BEGIN

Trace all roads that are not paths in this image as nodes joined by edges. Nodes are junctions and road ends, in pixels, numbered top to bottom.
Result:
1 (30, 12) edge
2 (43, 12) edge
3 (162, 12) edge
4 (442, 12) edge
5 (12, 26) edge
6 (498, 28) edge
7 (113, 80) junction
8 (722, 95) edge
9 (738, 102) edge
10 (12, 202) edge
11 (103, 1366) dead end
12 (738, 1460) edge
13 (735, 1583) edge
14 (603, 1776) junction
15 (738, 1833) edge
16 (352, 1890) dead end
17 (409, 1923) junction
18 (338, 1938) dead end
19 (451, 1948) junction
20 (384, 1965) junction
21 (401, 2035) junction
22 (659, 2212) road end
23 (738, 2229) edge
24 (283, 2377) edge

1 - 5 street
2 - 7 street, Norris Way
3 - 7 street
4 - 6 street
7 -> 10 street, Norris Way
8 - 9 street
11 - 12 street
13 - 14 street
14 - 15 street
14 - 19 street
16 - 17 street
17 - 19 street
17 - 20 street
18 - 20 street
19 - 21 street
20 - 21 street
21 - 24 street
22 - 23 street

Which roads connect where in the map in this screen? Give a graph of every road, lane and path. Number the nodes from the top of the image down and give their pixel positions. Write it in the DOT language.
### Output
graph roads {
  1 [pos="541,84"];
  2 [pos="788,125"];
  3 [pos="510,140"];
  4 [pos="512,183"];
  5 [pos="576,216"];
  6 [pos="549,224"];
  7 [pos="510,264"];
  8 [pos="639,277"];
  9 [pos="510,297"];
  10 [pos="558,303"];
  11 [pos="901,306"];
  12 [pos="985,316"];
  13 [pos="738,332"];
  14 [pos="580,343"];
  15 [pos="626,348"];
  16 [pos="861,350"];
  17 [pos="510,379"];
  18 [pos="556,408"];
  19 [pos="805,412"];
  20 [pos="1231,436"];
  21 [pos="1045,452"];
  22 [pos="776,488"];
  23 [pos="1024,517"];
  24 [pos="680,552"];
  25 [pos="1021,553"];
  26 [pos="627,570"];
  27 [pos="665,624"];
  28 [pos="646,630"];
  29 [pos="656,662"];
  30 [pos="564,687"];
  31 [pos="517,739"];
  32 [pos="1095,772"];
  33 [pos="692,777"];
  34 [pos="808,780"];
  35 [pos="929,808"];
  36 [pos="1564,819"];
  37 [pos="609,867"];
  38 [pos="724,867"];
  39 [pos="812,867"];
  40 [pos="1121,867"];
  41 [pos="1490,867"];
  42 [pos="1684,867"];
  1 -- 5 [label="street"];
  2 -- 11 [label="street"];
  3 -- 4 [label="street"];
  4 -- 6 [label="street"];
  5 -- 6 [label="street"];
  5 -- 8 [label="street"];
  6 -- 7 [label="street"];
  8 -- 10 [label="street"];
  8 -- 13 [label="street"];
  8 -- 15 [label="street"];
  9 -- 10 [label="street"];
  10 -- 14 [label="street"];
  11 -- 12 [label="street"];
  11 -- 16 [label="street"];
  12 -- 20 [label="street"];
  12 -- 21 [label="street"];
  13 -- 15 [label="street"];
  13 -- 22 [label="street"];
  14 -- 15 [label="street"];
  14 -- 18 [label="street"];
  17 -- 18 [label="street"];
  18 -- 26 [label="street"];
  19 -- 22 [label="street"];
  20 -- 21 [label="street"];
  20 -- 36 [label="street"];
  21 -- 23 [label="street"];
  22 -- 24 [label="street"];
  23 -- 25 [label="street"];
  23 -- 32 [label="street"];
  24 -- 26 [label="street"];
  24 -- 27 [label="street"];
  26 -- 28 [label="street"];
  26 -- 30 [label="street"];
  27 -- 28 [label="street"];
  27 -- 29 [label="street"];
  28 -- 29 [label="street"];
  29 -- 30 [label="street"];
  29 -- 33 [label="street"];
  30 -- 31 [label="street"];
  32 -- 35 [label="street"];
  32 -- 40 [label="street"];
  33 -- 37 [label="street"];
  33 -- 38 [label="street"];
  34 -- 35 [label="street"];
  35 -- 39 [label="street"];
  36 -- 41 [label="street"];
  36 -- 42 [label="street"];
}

END

* **What is being asked**:
Transcribe every record exactly.

* **Response below**:
Trace all roads that are not paths in this image as nodes joined by edges. Nodes are junctions and road ends, in pixels, numbered top to bottom.
Result:
1 (30, 12) edge
2 (43, 12) edge
3 (162, 12) edge
4 (442, 12) edge
5 (12, 26) edge
6 (498, 28) edge
7 (113, 80) junction
8 (722, 95) edge
9 (738, 102) edge
10 (12, 202) edge
11 (103, 1366) dead end
12 (738, 1460) edge
13 (735, 1583) edge
14 (603, 1776) junction
15 (738, 1833) edge
16 (352, 1890) dead end
17 (409, 1923) junction
18 (338, 1938) dead end
19 (451, 1948) junction
20 (384, 1965) junction
21 (401, 2035) junction
22 (659, 2212) road end
23 (738, 2229) edge
24 (283, 2377) edge

1 - 5 street
2 - 7 street, Norris Way
3 - 7 street
4 - 6 street
7 -> 10 street, Norris Way
8 - 9 street
11 - 12 street
13 - 14 street
14 - 15 street
14 - 19 street
16 - 17 street
17 - 19 street
17 - 20 street
18 - 20 street
19 - 21 street
20 - 21 street
21 - 24 street
22 - 23 street

Which roads connect where in the map in this screen? Give a graph of every road, lane and path. Number the nodes from the top of the image down and give their pixel positions. Write it in the DOT language.
### Output
graph roads {
  1 [pos="541,84"];
  2 [pos="788,125"];
  3 [pos="510,140"];
  4 [pos="512,183"];
  5 [pos="576,216"];
  6 [pos="549,224"];
  7 [pos="510,264"];
  8 [pos="639,277"];
  9 [pos="510,297"];
  10 [pos="558,303"];
  11 [pos="901,306"];
  12 [pos="985,316"];
  13 [pos="738,332"];
  14 [pos="580,343"];
  15 [pos="626,348"];
  16 [pos="861,350"];
  17 [pos="510,379"];
  18 [pos="556,408"];
  19 [pos="805,412"];
  20 [pos="1231,436"];
  21 [pos="1045,452"];
  22 [pos="776,488"];
  23 [pos="1024,517"];
  24 [pos="680,552"];
  25 [pos="1021,553"];
  26 [pos="627,570"];
  27 [pos="665,624"];
  28 [pos="646,630"];
  29 [pos="656,662"];
  30 [pos="564,687"];
  31 [pos="517,739"];
  32 [pos="1095,772"];
  33 [pos="692,777"];
  34 [pos="808,780"];
  35 [pos="929,808"];
  36 [pos="1564,819"];
  37 [pos="609,867"];
  38 [pos="724,867"];
  39 [pos="812,867"];
  40 [pos="1121,867"];
  41 [pos="1490,867"];
  42 [pos="1684,867"];
  1 -- 5 [label="street"];
  2 -- 11 [label="street"];
  3 -- 4 [label="street"];
  4 -- 6 [label="street"];
  5 -- 6 [label="street"];
  5 -- 8 [label="street"];
  6 -- 7 [label="street"];
  8 -- 10 [label="street"];
  8 -- 13 [label="street"];
  8 -- 15 [label="street"];
  9 -- 10 [label="street"];
  10 -- 14 [label="street"];
  11 -- 12 [label="street"];
  11 -- 16 [label="street"];
  12 -- 20 [label="street"];
  12 -- 21 [label="street"];
  13 -- 15 [label="street"];
  13 -- 22 [label="street"];
  14 -- 15 [label="street"];
  14 -- 18 [label="street"];
  17 -- 18 [label="street"];
  18 -- 26 [label="street"];
  19 -- 22 [label="street"];
  20 -- 21 [label="street"];
  20 -- 36 [label="street"];
  21 -- 23 [label="street"];
  22 -- 24 [label="street"];
  23 -- 25 [label="street"];
  23 -- 32 [label="street"];
  24 -- 26 [label="street"];
  24 -- 27 [label="street"];
  26 -- 28 [label="street"];
  26 -- 30 [label="street"];
  27 -- 28 [label="street"];
  27 -- 29 [label="street"];
  28 -- 29 [label="street"];
  29 -- 30 [label="street"];
  29 -- 33 [label="street"];
  30 -- 31 [label="street"];
  32 -- 35 [label="street"];
  32 -- 40 [label="street"];
  33 -- 37 [label="street"];
  33 -- 38 [label="street"];
  34 -- 35 [label="street"];
  35 -- 39 [label="street"];
  36 -- 41 [label="street"];
  36 -- 42 [label="street"];
}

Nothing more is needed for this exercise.